Thank goodness some crops are able to flourish out in the open without protection: Here's a current shot of the salad bed:


Also thriving on in the warm and wet conditions: squashes and sweetcorn.


I also had a nice surprise to discover a bumper crop of blackberries was ready for picking. 




I will be leaving the potatoes for storage underground for a week or two in the hope that any blight spores not removed with the leaves will dissipate out in the open.  Hopefully the emergency measures will have saved the crop.






Monday, 12 August 2019

Lessons from 2019 - So Far

I know it is a bit early to review the year but I guess all the rain has given me time to reflect.

.  1.  No two years are the same  - Admittedly this is a proviso that undermines all the rest.  Draw from your experience but realise that the current experience is just one of many possibilities.  (how Zen!) Rainfall in particular is hard to predict.

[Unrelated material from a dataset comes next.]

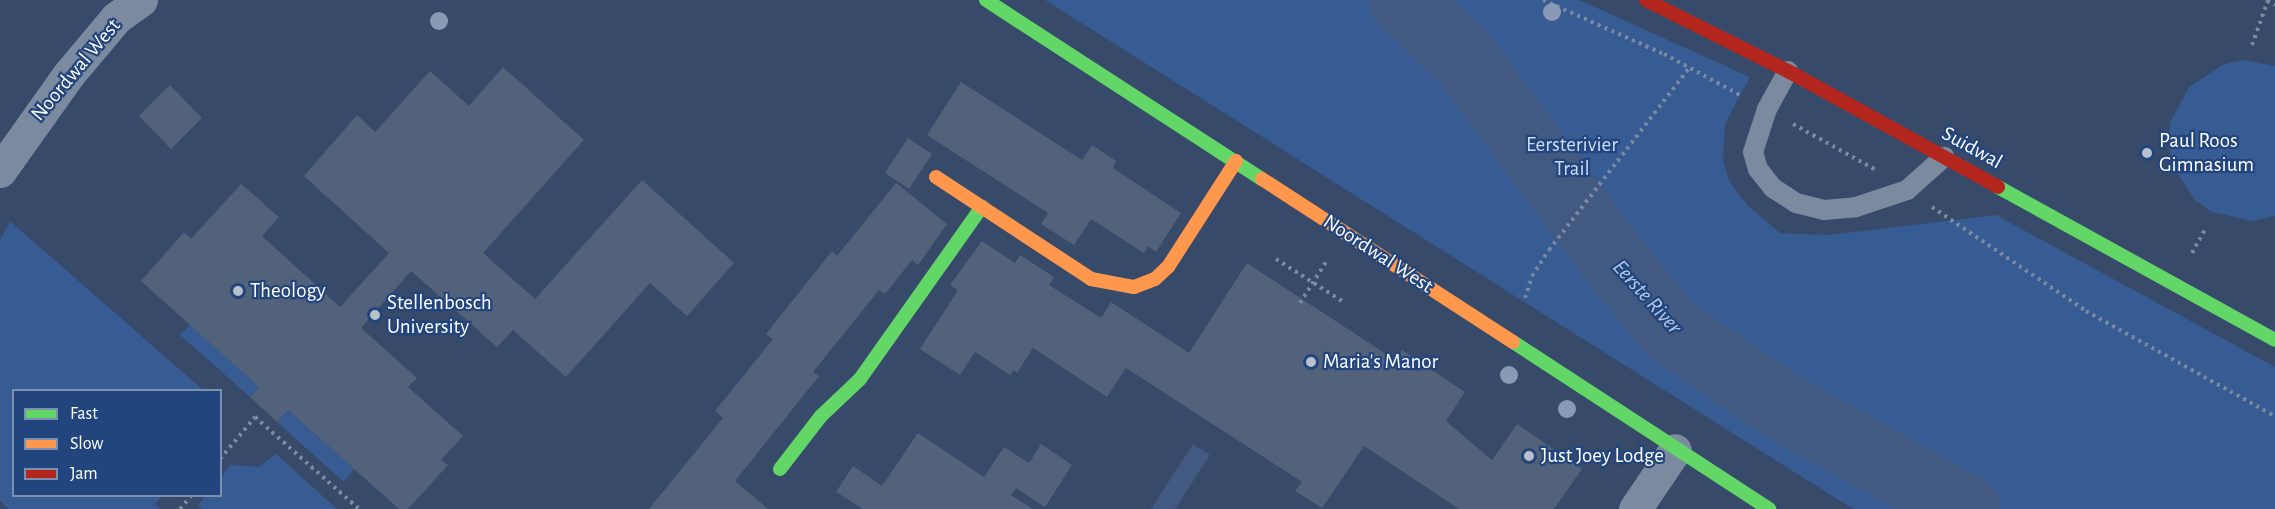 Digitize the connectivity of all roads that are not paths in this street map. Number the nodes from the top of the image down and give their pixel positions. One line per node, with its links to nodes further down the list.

22.  The wider variety you plant the more chance that something will succeed.  “It’s been a good year for ______.    - Blueberries this year.




3.      If something works, try it again next year. Your ratio of success should grow year on year. – Elephant garlic, cavolo nero, fennel, sweetcorn. These novelties  have all become bankers for me.



Elephant Garlic - Now a banker


4.    Try something new every year. You will never run out of possibilities and some will enrich your repertoire.  This year I have been growing chicory as an experiment (yet to be evaluated). The Zebrunne shallots from seed have been another novelty.  One that didn’t work well.  New varieties of familiar crops can also add novelty and excitement.  This is the area seed catalogues, TV programmes, magazines and word of mouth excel at.



The hopefuls!




 5.       Timing is everything. Once missed a window of opportunity becomes a bolted door. Here poor germination or predation by birds or slugs can upset the well balanced applecart.  After initial sowings parsnips, leeks , carrots have all missed the sowing boat in years gone by.  Multiple sowing by way of insurance is a good idea. There is also an optimal time for planting out seedlings as anyone with left over brassica seedlings will appreciate.  The leftover plants are a sorry bunch before they are finally consigned to the compost heap. Timing is also important for weeding:  The earlier the better.


Current crop of carrots -  sown at the right time.

6.  Don't stop sowing once summer arrives.  That first flush of salads will pass and where will you be then. Autumn and Winter can be the most rewarding times to be growing your own!






7.      Don’t go on holiday in July!




Tuesday, 6 August 2019

Peas and Beans

Vegetable growers should never take a holiday in July.  This year that's exactly what I did, as you no doubt will have gathered from my previous two posts.

On my return to the vegetable plot there is a lot of greenery, and not all of it weeds.  Here the rather neglected end of the plot that I concentrated on today:


Back row (left to right) there is the official Jerusalem artichoke patch, broad beans, the unofficial (last year's) Jerusalem artichoke patch and then the Runner bean wigwam.  In front there is sweetcorn, peas and French beans.  There is also a rogue cucurbit - probably a self sown Sharks Fin Melon on the right now scrambling all over the supports for the tall peas! I have removed the broad beans after stripping them of their full pods but left the cucurbit to see what happens.


Peas pods ready for picking

French beans, short peas, tall peas (Alderman) with broad beans behind
 I am well pleased with the runner beans now moving from flowering to podding.



We will have too many for our own consumption and will be freezing them and passing them on to neighbours.  That is with one wigwam so you can imagine my astonishment to come across the following scenario at Tintinhull Gardens a week ago





That's going to produce a lot of beans!

Tintinhull Gardens




Friday, 2 August 2019

Appealing to a Broadchurch




Here's an iconic rockface, but it is not in Africa or America


It is on the Southern Coast of the England - and it is eroding.


Here is the view that might be most familiar to television viewers :


Yes it is the cliff that featured in Broadchurch near Lyme Regis.  A major feature on the "Jurrasic Coast" path.